Kai Whittaker (born 10 April 1985) is a German politician of the Christian Democratic Union (CDU) and member of the Bundestag since 2013.

==Education and early career==
Born in Baden-Baden to a British father and German mother, Whittaker completed his Abitur at the Markgraf-Ludwig-Gymnasium in 2004. Following his Zivildienst, he studied Economics and Management at the University of Bristol, graduating in 2008. After a year working for Leoni AG, Whittaker then pursued a master's degree in European Political Economy at the London School of Economics, graduating in 2010. Between 2011 and 2013, he worked for Herrenknecht.

==Political career==
Whittaker was directly elected to the Bundestag in 2013 with 53.5% of the vote in the Rastatt district. He has since been a member of the Committee on Labor and Social Affairs, serving as his parliamentary group's rapporteur on public procurement, social welfare and the effects of digitization of work.
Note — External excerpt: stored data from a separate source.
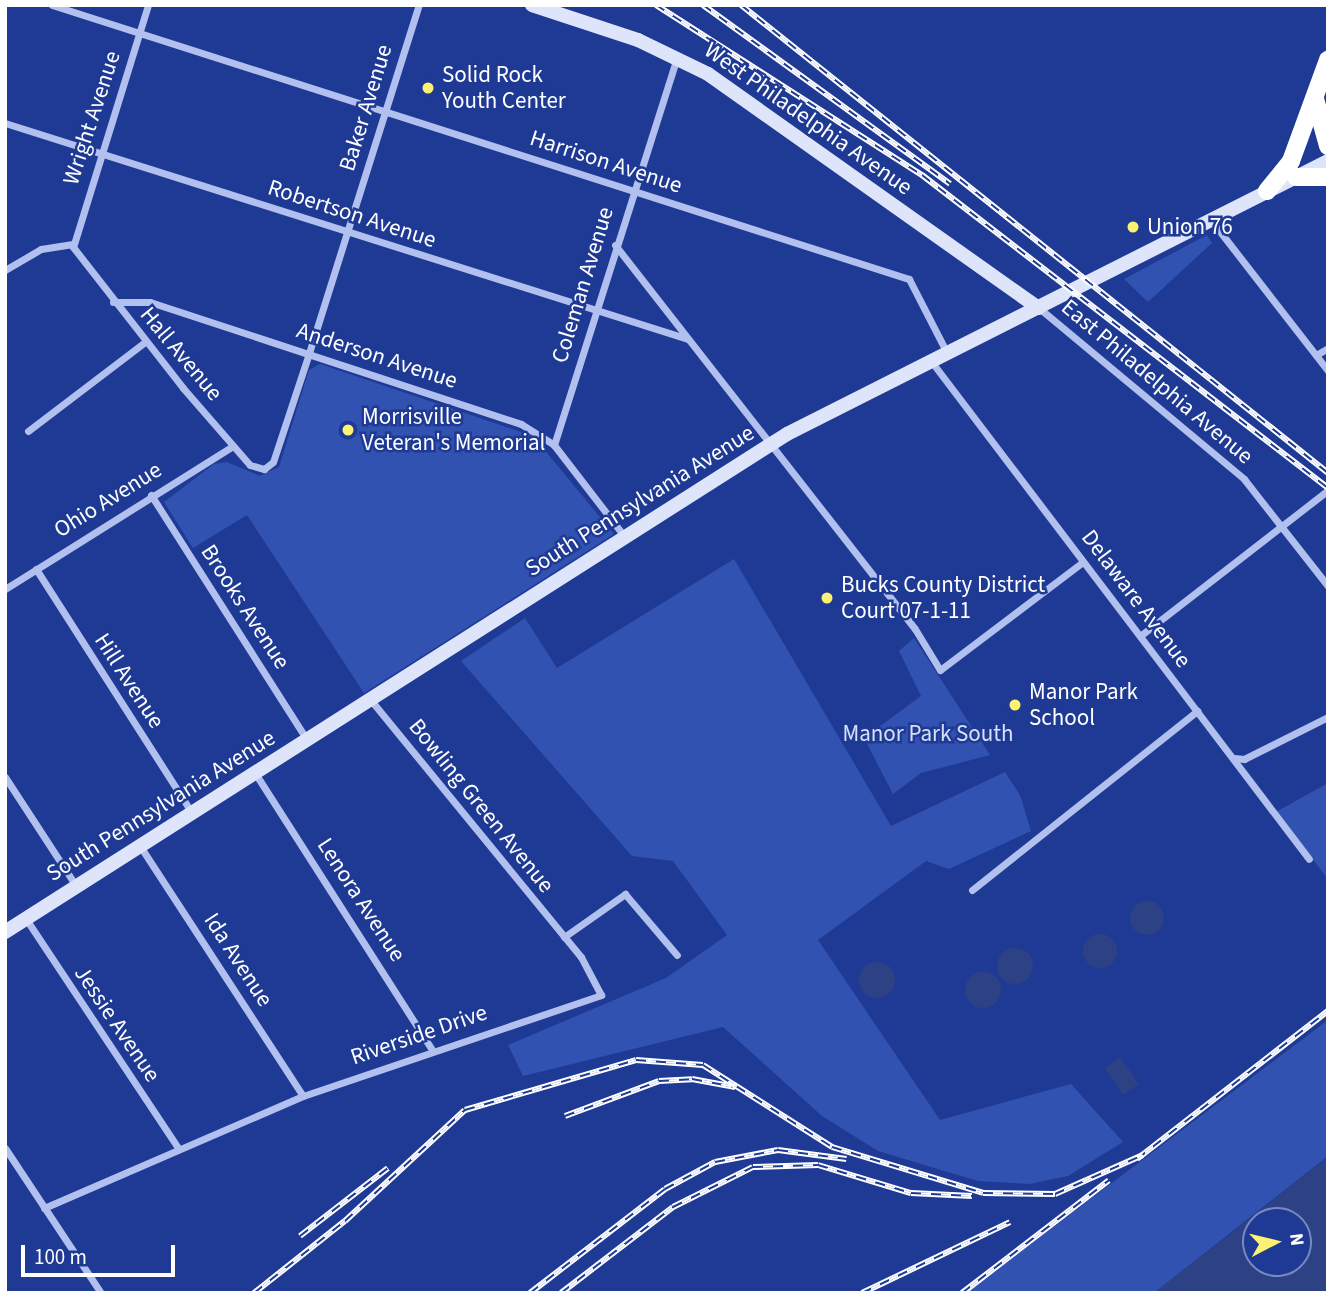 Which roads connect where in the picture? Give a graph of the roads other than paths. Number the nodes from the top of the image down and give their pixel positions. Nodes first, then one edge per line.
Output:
1 (52, 5) edge
2 (148, 5) edge
3 (419, 5) edge
4 (532, 5) edge
5 (139, 34) junction
6 (677, 57) junction
7 (1328, 60) edge
8 (1315, 99) junction
9 (385, 112) junction
10 (5, 123) edge
11 (1328, 146) edge
12 (101, 155) junction
13 (1328, 162) edge
14 (1296, 177) junction
15 (1328, 177) edge
16 (633, 191) junction
17 (1267, 191) junction
18 (1211, 219) junction
19 (347, 233) junction
20 (73, 244) junction
21 (615, 245) junction
22 (5, 270) edge
23 (113, 302) junction
24 (1039, 308) junction
25 (594, 311) junction
26 (688, 339) junction
27 (145, 342) junction
28 (1328, 348) edge
29 (947, 353) junction
30 (309, 354) junction
31 (1316, 355) junction
32 (931, 361) junction
33 (1328, 370) edge
34 (28, 431) dead end
35 (773, 444) junction
36 (554, 445) junction
37 (233, 446) junction
38 (273, 462) joint
39 (1328, 490) edge
40 (150, 495) junction
41 (1281, 526) junction
42 (625, 536) junction
43 (1083, 562) junction
44 (36, 569) junction
45 (1328, 586) edge
46 (5, 589) edge
47 (1140, 636) junction
48 (370, 699) junction
49 (1197, 711) junction
50 (1328, 717) edge
51 (307, 740) junction
52 (1233, 757) junction
53 (255, 773) junction
54 (5, 777) edge
55 (192, 813) junction
56 (140, 846) junction
57 (1309, 859) dead end
58 (77, 886) junction
59 (972, 890) dead end
60 (26, 919) junction
61 (5, 932) edge
62 (564, 937) junction
63 (677, 955) dead end
64 (432, 1050) junction
65 (303, 1096) junction
66 (5, 1148) edge
67 (179, 1149) junction
68 (44, 1208) junction
69 (101, 1293) edge

1 - 5 street, Harrison Avenue
2 - 5 street, Wright Avenue
3 - 9 street, Baker Avenue
4 - 6 main road, West Philadelphia Avenue
5 - 9 street, Harrison Avenue
5 - 12 street, Wright Avenue
6 - 16 street, Coleman Avenue
6 - 24 main road, West Philadelphia Avenue
7 - 8 highway
8 - 11 highway
8 - 17 highway
9 - 16 street, Harrison Avenue
9 - 19 street, Baker Avenue
10 - 12 street, Robertson Avenue
12 - 19 street, Robertson Avenue
12 - 20 street, Wright Avenue
13 - 14 main road, South Pennsylvania Avenue
14 - 15 highway
14 - 17 main road, South Pennsylvania Avenue
16 - 21 street, Coleman Avenue
16 - 29 street, Harrison Avenue
17 - 18 main road, South Pennsylvania Avenue
18 - 24 main road, South Pennsylvania Avenue
18 - 31 street
19 - 25 street, Robertson Avenue
19 - 30 street, Baker Avenue
20 - 22 street
20 - 23 street, Hall Avenue
21 - 25 street, Coleman Avenue
21 - 26 street
23 - 27 street, Hall Avenue
23 - 30 street, Anderson Avenue
24 - 29 main road, South Pennsylvania Avenue
24 - 41 street, East Philadelphia Avenue
25 - 26 street, Robertson Avenue
25 - 36 street, Coleman Avenue
26 - 35 street
27 - 34 street
27 - 37 street, Hall Avenue
28 - 31 street
29 - 32 main road, South Pennsylvania Avenue
30 - 36 street, Anderson Avenue
30 - 38 street, Baker Avenue
31 - 33 street
32 - 35 main road, South Pennsylvania Avenue
32 - 43 street, Delaware Avenue
35 - 42 main road, South Pennsylvania Avenue
35 - 43 street
36 - 42 street, Anderson Avenue
37 - 38 street, Hall Avenue
37 - 40 street, Ohio Avenue
39 - 41 street
40 - 44 street, Ohio Avenue
40 - 51 street, Brooks Avenue
41 - 45 street, East Philadelphia Avenue
41 - 47 street
42 - 48 main road, South Pennsylvania Avenue
43 - 47 street, Delaware Avenue
44 - 46 street, Ohio Avenue
44 - 55 street, Hill Avenue
47 - 49 street, Delaware Avenue
48 - 51 main road, South Pennsylvania Avenue
48 - 62 street, Bowling Green Avenue
49 - 52 street, Delaware Avenue
49 - 59 street
50 - 52 street
51 - 53 main road, South Pennsylvania Avenue
52 - 57 street, Delaware Avenue
53 - 55 main road, South Pennsylvania Avenue
53 - 64 street, Lenora Avenue
54 - 58 street
55 - 56 main road, South Pennsylvania Avenue
56 - 58 main road, South Pennsylvania Avenue
56 - 65 street, Ida Avenue
58 - 60 main road, South Pennsylvania Avenue
60 - 61 main road, South Pennsylvania Avenue
60 - 67 street, Jessie Avenue
62 - 63 street
62 - 64 street, Riverside Drive
64 - 65 street, Riverside Drive
65 - 67 street, Riverside Drive
66 - 68 street
67 - 68 street, Riverside Drive
68 - 69 street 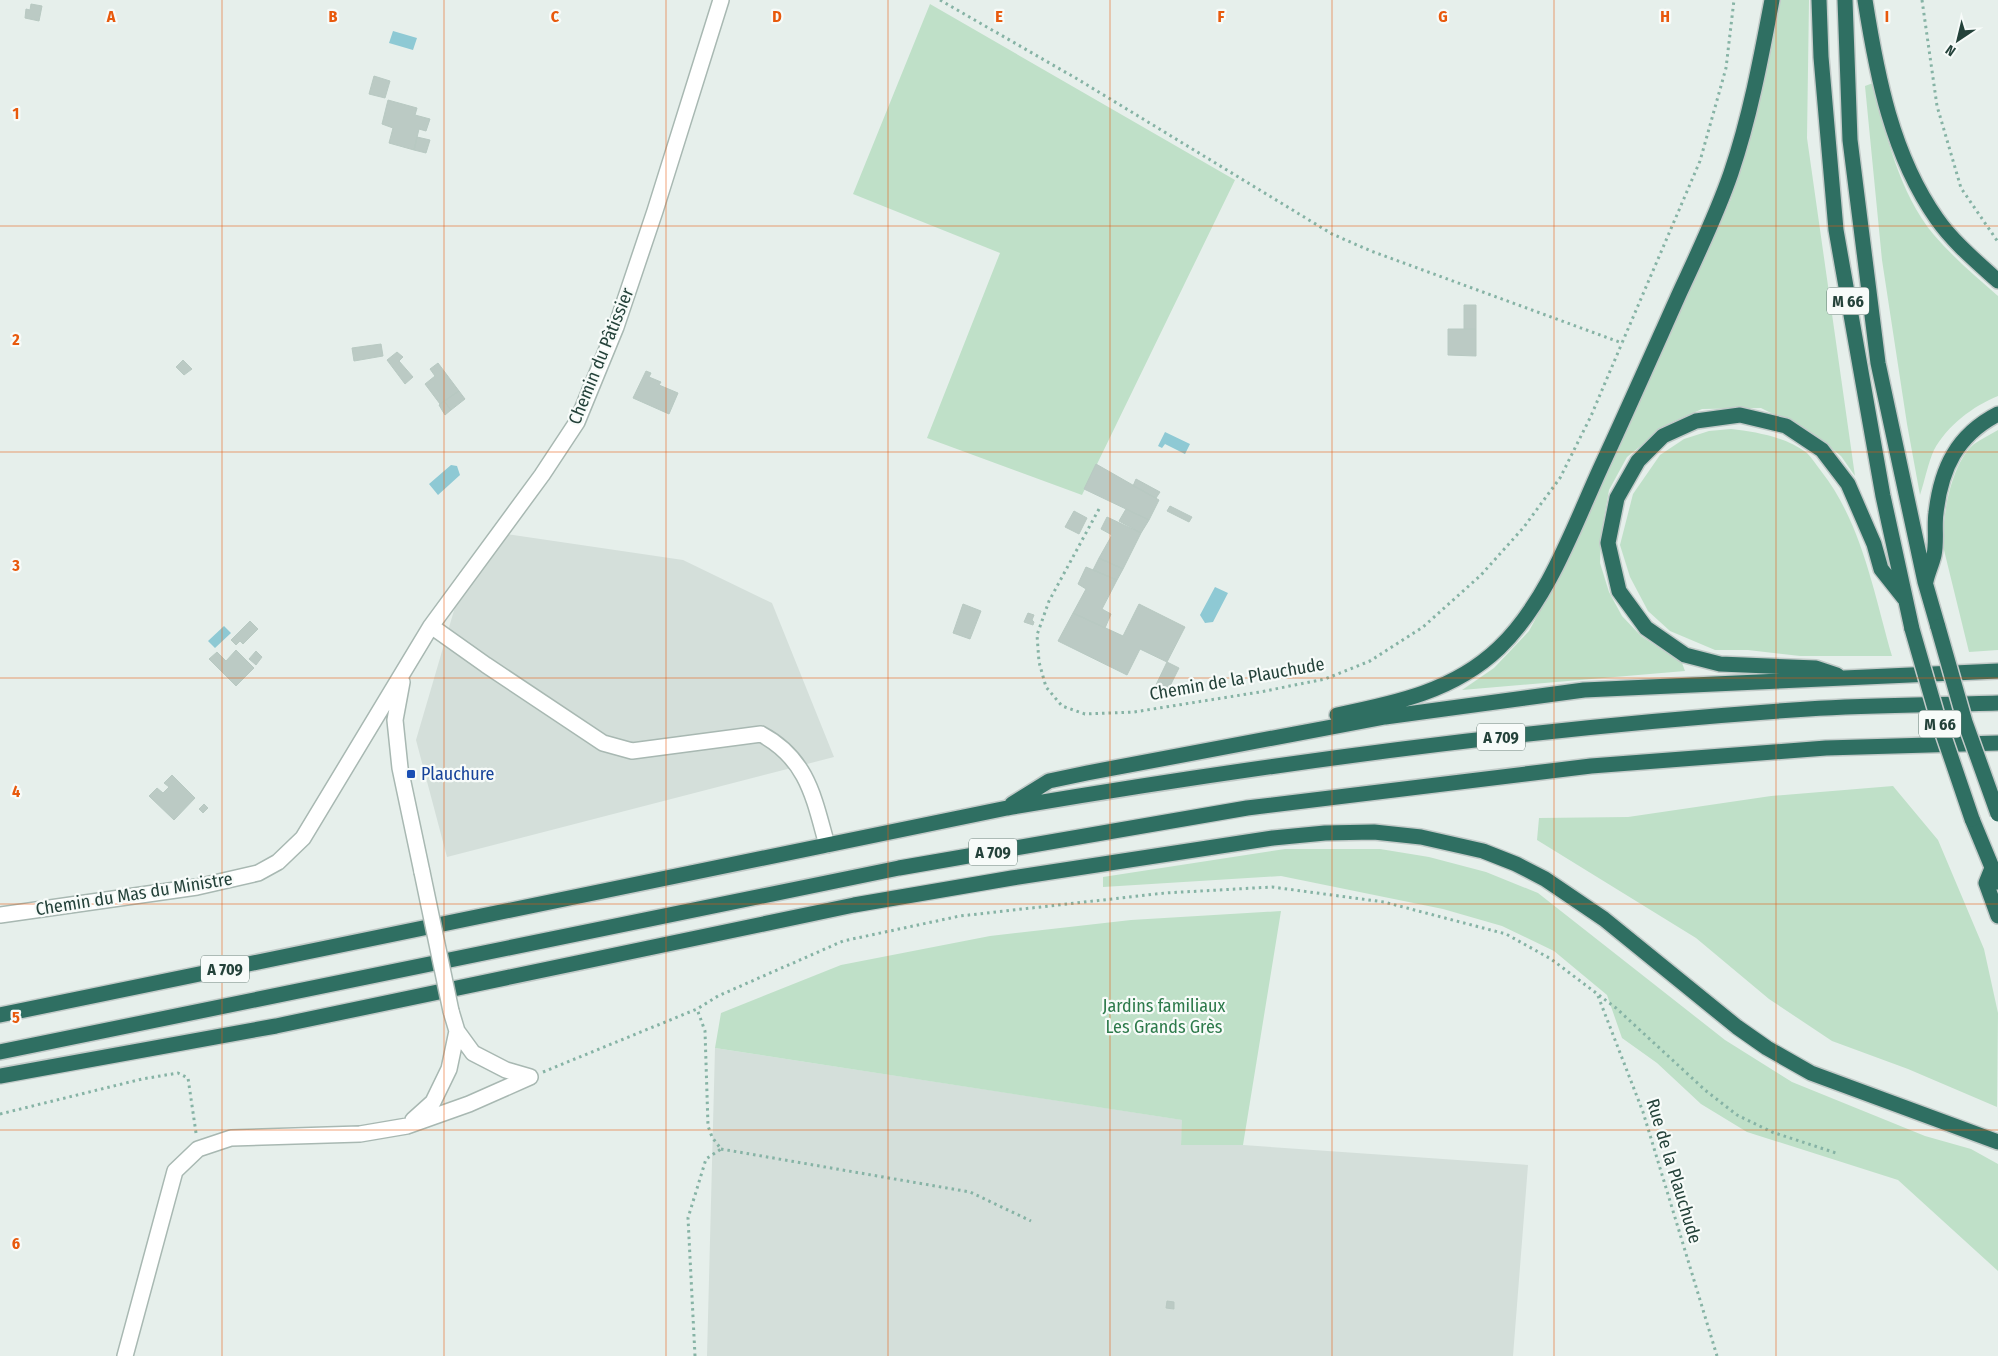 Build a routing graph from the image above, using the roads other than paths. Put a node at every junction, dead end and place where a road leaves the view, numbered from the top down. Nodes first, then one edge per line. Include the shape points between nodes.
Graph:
1 (721, 0) edge
2 (1772, 0) edge
3 (1819, 0) edge
4 (1845, 0) edge
5 (1865, 0) edge
6 (1998, 281) edge
7 (1998, 414) edge
8 (1925, 582) junction
9 (1904, 598) junction
10 (431, 626) junction
11 (1998, 672) edge
12 (404, 673) junction
13 (1843, 678) junction
14 (1998, 703) edge
15 (1286, 734) junction
16 (1998, 743) edge
17 (1007, 808) junction
18 (1998, 814) edge
19 (827, 845) junction
20 (1992, 868) junction
21 (1998, 882) edge
22 (0, 915) edge
23 (1998, 916) edge
24 (0, 1016) edge
25 (457, 1031) junction
26 (0, 1052) edge
27 (0, 1076) edge
28 (406, 1126) junction
29 (1998, 1142) edge
30 (125, 1356) edge

1 - 10 street, Chemin du Pâtissier via 625,300 577,422
2 - 15 highway via 1747,119 1717,210 1576,522 1532,606 1500,646 1458,679 1392,703 1318,719
3 - 9 highway, M 66 via 1836,230
4 - 8 highway, M 66 via 1850,140 1878,363
5 - 6 highway via 1888,116 1908,171 1937,220
7 - 8 highway via 1968,434 1949,460 1940,489 1934,553
8 - 18 highway, M 66, bridge via 1965,722
9 - 13 highway via 1881,569 1874,544 1848,484 1822,450 1786,426 1740,415 1696,420 1663,436 1638,461 1616,498 1608,543 1619,591 1646,628 1685,655 1720,664 1816,668
9 - 20 highway, M 66, bridge via 1938,719
10 - 12 street, Chemin du Pâtissier
10 - 19 street via 603,744 632,751 761,734 776,742 809,784
11 - 13 highway
12 - 22 street, Chemin du Mas du Ministre via 303,838 278,862 258,873 197,887
12 - 25 street, bridge via 395,720 400,768
13 - 15 highway via 1584,690 1410,713
14 - 17 highway, A 709 via 1809,709 1542,732 1173,780
15 - 17 highway via 1049,781
16 - 26 highway, A 709 via 1826,748 1591,766 1247,808 899,868
17 - 19 highway, A 709
19 - 24 highway, A 709
20 - 21 highway, M 66
20 - 23 highway, M 66 via 1986,883
25 - 28 street via 449,1068 433,1102
25 - 28 street via 473,1053 506,1070 530,1077 469,1104
27 - 29 highway via 276,1026 854,905 1273,838 1374,832 1421,837 1474,849 1516,864 1545,879 1604,919 1766,1048 1811,1073
28 - 30 street via 360,1134 231,1138 198,1149 175,1171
In 2018, he also joined the Parliamentary Advisory Council for Sustainable Development.

===Positions===
In June 2017, Whittaker voted against his parliamentary group's majority and in favor of Germany's introduction of same-sex marriage.

Ahead of the 2021 Christian Democratic Union of Germany leadership election, Whittaker publicly endorsed Norbert Röttgen to succeed Annegret Kramp-Karrenbauer as the party’s chair.

He is a member of the Union der Mitte, a centrist caucus of the CDU.